The learner model in GIFT-based tutors includes information from various sources. As noted in the various updates of the Learning Effect Model (LEM) [8,9,10], this information originates from five primary sources: (1) real-time student interaction with the tutor and the training environment (e.g., responses to requests for information); (2) real-time sensor data and physiological states based on sensor data; (3) historical data from record stores which include demographics, domain experiences, knowledge, achievements and the results of validated assessments (e.g., grit surveys, personality and other trait appraisal instruments); (4) real-time assessment of performance based on learner progress toward learning goals and other behavioral states based on sensor data; and (5) external environments (e.g., entity level data from a simulation integrated with a GIFT-based tutor through a standardized GIFT gateway).

GIFT uses this information to select strategies and implement instructional tactics with the goal of accelerating and optimizing learning, performance, retention, and the transfer of skills developed during training to the work or operational environment. A consideration in developing a dashboard (information resource) for application in a classroom is the migration of each student from one quadrant (i.e., rules, examples, recall, and practice) to the next as described by Merrill’s [11] Component Display Theory and implemented in GIFT. In the classroom use case, GIFT should be able to provide a comprehensive picture of the student population at a glance so the instructor can decide where to allocate their time in support of student learning objectives. This could mean alerting the instructor when students struggle with domain concepts and content or when they fall below expectations based on past performance.

Bull and Nghiem [12] and Guerra et al. [13] recommend an open learner modeling approach which is designed to help learners to better understand their learning processes with a model which is accessible to the student, the instructor, and their peers. Bull and Ngheim [12] also note the following benefits of the open learner modeling approach: (1) improves the accuracy of the learner model by allowing students to contribute information to it; (2) promotes reflection; and (3) helps the tutor plan and monitor learning based upon the foundation of information available in the learner model. The information available in an open learner model ranges from performance statistics (e.g., quiz grades) to progress toward goals (e.g., completed 58% of assigned work). Guerra et al. [13] suggest a graphic visualization of the learner’s activities (e.g., quizzes, examples) and domain topics in their mastery grids system which uses various shades of green to indicate student performance, shades of blue to represent reference group performance, and a combination of green and blue to indicate how an individual student is performing with respect to the reference group. This system allows a student, instructor or peers to quickly assess their performance in a variety of activities and topical areas.

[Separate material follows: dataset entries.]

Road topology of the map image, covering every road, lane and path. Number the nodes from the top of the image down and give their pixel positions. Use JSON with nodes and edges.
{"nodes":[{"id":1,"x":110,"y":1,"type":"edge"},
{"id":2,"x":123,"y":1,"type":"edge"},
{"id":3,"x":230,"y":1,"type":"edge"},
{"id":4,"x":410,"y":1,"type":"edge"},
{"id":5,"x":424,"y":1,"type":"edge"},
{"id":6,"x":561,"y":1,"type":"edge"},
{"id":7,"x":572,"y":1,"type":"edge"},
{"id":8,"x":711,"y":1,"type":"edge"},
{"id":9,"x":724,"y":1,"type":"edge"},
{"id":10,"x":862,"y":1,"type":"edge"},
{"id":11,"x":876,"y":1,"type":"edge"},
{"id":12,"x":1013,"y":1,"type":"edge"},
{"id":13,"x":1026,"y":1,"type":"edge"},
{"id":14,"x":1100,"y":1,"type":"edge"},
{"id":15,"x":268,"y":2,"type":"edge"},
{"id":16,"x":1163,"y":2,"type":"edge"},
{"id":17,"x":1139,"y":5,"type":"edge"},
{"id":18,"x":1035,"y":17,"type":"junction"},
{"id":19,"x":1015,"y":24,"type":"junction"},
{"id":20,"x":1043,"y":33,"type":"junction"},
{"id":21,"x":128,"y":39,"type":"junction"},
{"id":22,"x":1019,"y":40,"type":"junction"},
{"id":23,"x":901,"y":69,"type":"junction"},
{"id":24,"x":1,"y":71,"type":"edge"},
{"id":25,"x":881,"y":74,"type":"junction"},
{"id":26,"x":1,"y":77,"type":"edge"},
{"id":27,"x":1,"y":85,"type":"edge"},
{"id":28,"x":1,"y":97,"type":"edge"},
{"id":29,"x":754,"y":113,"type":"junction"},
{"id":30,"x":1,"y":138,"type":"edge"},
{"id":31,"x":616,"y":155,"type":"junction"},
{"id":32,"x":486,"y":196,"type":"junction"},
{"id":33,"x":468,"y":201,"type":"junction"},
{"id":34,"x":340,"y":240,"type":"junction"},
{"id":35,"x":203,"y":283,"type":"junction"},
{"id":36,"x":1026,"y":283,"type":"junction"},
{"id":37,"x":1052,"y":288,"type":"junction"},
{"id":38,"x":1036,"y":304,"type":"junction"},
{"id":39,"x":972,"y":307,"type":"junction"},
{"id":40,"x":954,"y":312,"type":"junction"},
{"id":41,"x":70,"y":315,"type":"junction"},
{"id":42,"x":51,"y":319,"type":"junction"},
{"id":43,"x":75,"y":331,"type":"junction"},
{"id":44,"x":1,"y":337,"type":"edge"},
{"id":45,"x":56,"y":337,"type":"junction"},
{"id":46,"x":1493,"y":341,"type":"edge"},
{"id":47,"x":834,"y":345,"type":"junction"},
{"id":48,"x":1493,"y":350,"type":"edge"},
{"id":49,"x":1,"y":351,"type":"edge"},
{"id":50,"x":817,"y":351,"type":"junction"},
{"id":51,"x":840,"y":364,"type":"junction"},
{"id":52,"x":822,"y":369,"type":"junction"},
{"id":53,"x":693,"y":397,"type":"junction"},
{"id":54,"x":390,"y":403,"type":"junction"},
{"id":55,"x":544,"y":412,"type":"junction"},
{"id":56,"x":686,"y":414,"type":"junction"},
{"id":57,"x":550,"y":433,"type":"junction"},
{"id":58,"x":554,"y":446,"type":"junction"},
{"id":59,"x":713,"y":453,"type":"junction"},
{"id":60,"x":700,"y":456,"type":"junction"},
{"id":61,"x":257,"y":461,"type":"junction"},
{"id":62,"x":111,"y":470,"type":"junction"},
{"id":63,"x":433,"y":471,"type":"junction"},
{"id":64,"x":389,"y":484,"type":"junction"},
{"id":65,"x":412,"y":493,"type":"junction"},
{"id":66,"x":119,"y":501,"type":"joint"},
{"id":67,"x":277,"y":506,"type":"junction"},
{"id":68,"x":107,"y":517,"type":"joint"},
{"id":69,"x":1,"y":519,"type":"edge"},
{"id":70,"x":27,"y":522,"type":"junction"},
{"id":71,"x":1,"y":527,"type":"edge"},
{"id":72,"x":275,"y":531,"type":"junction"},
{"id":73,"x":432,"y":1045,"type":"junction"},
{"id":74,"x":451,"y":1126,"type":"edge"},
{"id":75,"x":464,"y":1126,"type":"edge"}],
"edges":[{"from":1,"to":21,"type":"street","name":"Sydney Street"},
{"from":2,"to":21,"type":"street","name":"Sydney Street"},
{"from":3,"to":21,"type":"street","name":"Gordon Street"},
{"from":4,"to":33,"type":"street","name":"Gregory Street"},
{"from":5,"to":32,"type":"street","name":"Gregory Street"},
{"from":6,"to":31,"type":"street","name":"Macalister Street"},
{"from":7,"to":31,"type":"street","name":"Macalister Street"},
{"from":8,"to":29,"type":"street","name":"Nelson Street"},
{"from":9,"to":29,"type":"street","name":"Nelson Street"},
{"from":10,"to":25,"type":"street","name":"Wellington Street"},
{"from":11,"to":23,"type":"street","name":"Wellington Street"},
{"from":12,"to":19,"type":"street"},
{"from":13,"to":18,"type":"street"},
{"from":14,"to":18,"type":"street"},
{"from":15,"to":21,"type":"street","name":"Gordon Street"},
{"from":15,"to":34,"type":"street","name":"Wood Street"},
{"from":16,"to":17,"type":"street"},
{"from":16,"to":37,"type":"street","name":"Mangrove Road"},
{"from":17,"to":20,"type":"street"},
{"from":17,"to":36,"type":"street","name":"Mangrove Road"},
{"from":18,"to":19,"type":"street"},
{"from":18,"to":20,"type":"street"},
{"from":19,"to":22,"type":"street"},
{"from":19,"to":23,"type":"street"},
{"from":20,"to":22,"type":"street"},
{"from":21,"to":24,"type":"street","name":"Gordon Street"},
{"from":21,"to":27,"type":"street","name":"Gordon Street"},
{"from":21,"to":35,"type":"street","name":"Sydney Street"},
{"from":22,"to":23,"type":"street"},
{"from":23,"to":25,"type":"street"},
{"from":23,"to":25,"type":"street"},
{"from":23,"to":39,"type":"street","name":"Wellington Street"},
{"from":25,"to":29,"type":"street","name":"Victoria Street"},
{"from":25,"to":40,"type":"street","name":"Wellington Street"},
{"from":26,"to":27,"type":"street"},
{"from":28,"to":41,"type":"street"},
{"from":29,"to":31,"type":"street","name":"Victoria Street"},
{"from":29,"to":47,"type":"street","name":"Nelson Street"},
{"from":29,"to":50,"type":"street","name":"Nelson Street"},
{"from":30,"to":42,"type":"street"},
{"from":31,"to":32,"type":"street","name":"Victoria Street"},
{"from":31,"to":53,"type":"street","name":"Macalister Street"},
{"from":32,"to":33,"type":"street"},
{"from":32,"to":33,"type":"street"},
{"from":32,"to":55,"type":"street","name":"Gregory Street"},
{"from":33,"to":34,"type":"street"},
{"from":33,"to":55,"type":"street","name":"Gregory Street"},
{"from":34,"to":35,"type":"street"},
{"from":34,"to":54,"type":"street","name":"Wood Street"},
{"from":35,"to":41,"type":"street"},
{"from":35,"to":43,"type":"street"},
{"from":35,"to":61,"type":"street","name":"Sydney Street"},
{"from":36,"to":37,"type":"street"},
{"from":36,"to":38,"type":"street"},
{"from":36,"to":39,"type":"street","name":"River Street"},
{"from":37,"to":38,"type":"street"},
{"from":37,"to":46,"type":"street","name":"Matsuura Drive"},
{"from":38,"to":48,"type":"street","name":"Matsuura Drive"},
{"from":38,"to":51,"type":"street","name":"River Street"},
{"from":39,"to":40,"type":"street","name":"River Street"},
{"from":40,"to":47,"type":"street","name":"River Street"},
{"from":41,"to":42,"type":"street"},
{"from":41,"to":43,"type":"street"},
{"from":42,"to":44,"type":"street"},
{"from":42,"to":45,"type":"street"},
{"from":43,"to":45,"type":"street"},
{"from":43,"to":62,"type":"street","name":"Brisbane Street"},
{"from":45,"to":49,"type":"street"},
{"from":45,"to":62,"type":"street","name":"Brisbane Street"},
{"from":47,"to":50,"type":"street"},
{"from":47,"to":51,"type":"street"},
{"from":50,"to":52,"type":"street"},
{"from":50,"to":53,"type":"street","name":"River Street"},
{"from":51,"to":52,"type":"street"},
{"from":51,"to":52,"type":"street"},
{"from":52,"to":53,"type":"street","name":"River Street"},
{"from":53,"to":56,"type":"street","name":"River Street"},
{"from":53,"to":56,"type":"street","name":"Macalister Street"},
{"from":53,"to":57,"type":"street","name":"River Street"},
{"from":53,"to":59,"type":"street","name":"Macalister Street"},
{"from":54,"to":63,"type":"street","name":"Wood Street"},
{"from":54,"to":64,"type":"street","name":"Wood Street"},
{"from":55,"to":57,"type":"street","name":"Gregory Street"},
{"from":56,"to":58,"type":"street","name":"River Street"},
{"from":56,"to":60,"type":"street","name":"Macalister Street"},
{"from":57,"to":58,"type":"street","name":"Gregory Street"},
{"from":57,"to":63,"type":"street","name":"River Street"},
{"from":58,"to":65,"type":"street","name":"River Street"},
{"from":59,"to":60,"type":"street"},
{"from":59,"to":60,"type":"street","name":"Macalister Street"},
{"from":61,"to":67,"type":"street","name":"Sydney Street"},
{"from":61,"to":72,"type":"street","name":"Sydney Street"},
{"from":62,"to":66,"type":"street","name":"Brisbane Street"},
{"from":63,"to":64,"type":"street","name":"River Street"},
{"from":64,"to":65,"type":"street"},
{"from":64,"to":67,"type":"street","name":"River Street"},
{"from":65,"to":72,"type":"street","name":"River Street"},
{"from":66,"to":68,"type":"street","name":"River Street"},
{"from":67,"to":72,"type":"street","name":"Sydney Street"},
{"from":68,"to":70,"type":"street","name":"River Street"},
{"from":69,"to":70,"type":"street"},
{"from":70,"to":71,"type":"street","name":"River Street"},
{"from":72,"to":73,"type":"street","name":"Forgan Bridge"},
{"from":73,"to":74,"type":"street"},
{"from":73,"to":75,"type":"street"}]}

Considering the open learner model and various states and traits available within the GIFT architecture, we recommend a hybrid system to allow instructors to address not only performance concerns, but also the affective state, domain competency, and learning readiness of their students. A simple dashboard (Fig. 1) might show a classroom of 20 student icons color coded to show the instructor the overall state of the student. Students with green status (e.g., Students A, C and E) are on track in the pursuit of their learning goals and are not currently experiencing any negative affective states. Students with yellow status (e.g., Students D, F and H) may be performing slightly below expectation based on their domain competency and/or experiencing negative affective states relative to learning readiness. Students with red status (e.g., Student B) may be significantly underperforming or experiencing negative affective states that significantly curtail learning. Finally, white squares represent neutral status which may mean that the student has not yet begun the set of tasks in the domain under instruction.

Fig. 1.
figure 1

Top level view of notional GIFT Dashboard (Color figure online)

Details about any of the students represented in this dashboard may be viewed by clicking on the appropriate student icon. Figure 2 shows an example of the status of an individual student. There is a breakdown of status based on concept, affective state, and quadrant based on Component Display Theory. The same color scheme as the top level dashboard view is used.

Fig. 2.
figure 2

Student detail level view of notional GIFT Dashboard (Color figure online)

6 Future Considerations and Recommendations for GIFT to Assist in Educational and Classroom Use

ITSs may seem superficially similar to linear, computer-based training (CBT). However, ITSs adapt to the profile of a learner, which can include their current and prior experiences and performance, learning preferences, affective states, and so on. Thus the resources, authoring, and pre-production required in order to build an effective tutor are greater than that of computer based training. GIFT, as an intelligent tutoring platform, intends to provide the means to create, deploy, and manage adaptive training content while lowering the skill and resource barriers to accomplishing those tasks. While great progress has been made in service of those core principles, there remain opportunities for improvement. Here, we will describe considerations and recommendations for future research, design, and development in GIFT supporting classroom education and educational research, along the dimensions of authoring, instructional support, and research management.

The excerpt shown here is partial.